A plug-and-play synthetic data deep learning for undersampled magnetic resonance image reconstruction
Xiao, Min, Wang, Zi, Guo, Jiefeng, Qu, Xiaobo
Magnetic resonance imaging (MRI) plays an important role in modern medical diagnostic but suffers from prolonged scan time. Current deep learning methods for undersampled MRI reconstruction exhibit good performance in image de-aliasing which can be tailored to the specific k-space undersampling scenario. But it is very troublesome to configure different deep networks when the sampling setting changes.
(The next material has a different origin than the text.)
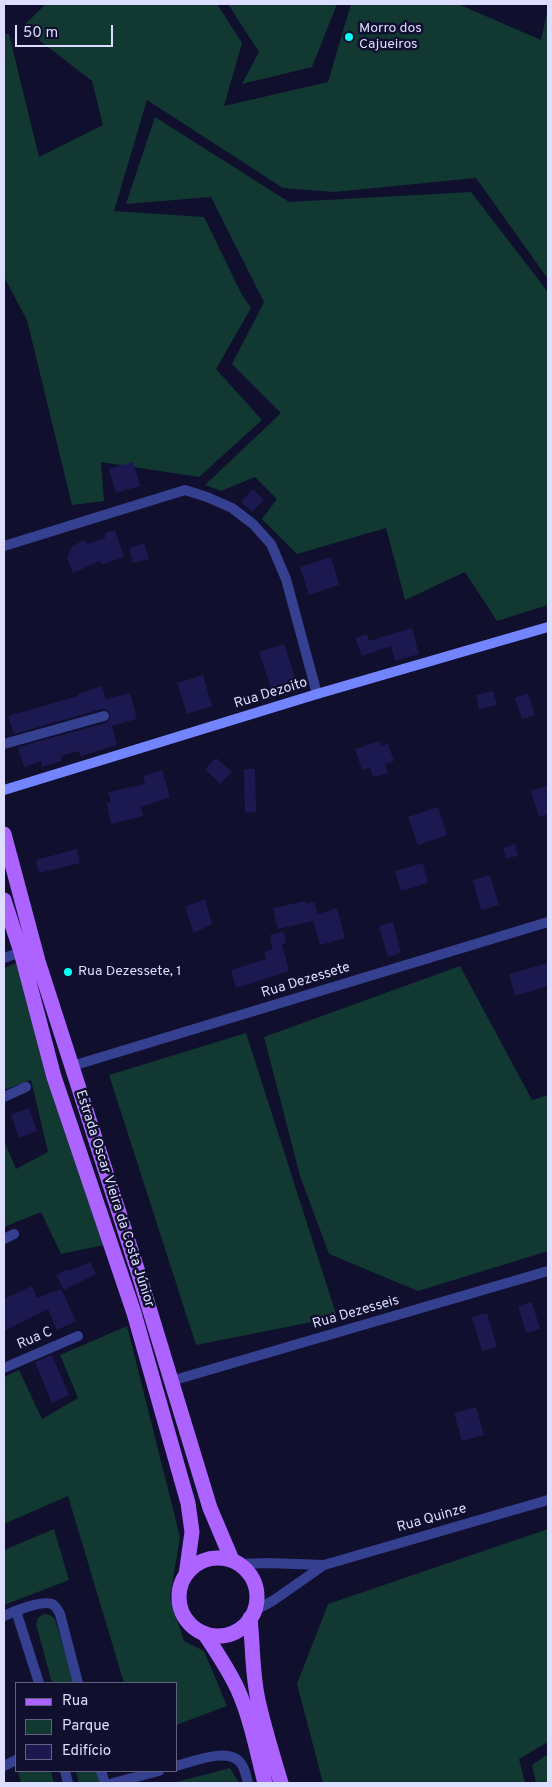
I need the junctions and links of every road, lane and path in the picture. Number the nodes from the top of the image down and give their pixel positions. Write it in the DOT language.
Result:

In this work, we propose a deep plug-and-play method for undersampled MRI reconstruction, which effectively adapts to different sampling settings. Specifically, the image de-aliasing prior is first learned by a deep denoiser trained to remove general white Gaussian noise from synthetic data. Then the learned deep denoiser is plugged into an iterative algorithm for image reconstruction. Results on in vivo data demonstrate that the proposed method provides nice and robust accelerated image reconstruction performance under different undersampling patterns and sampling rates, both visually and quantitatively.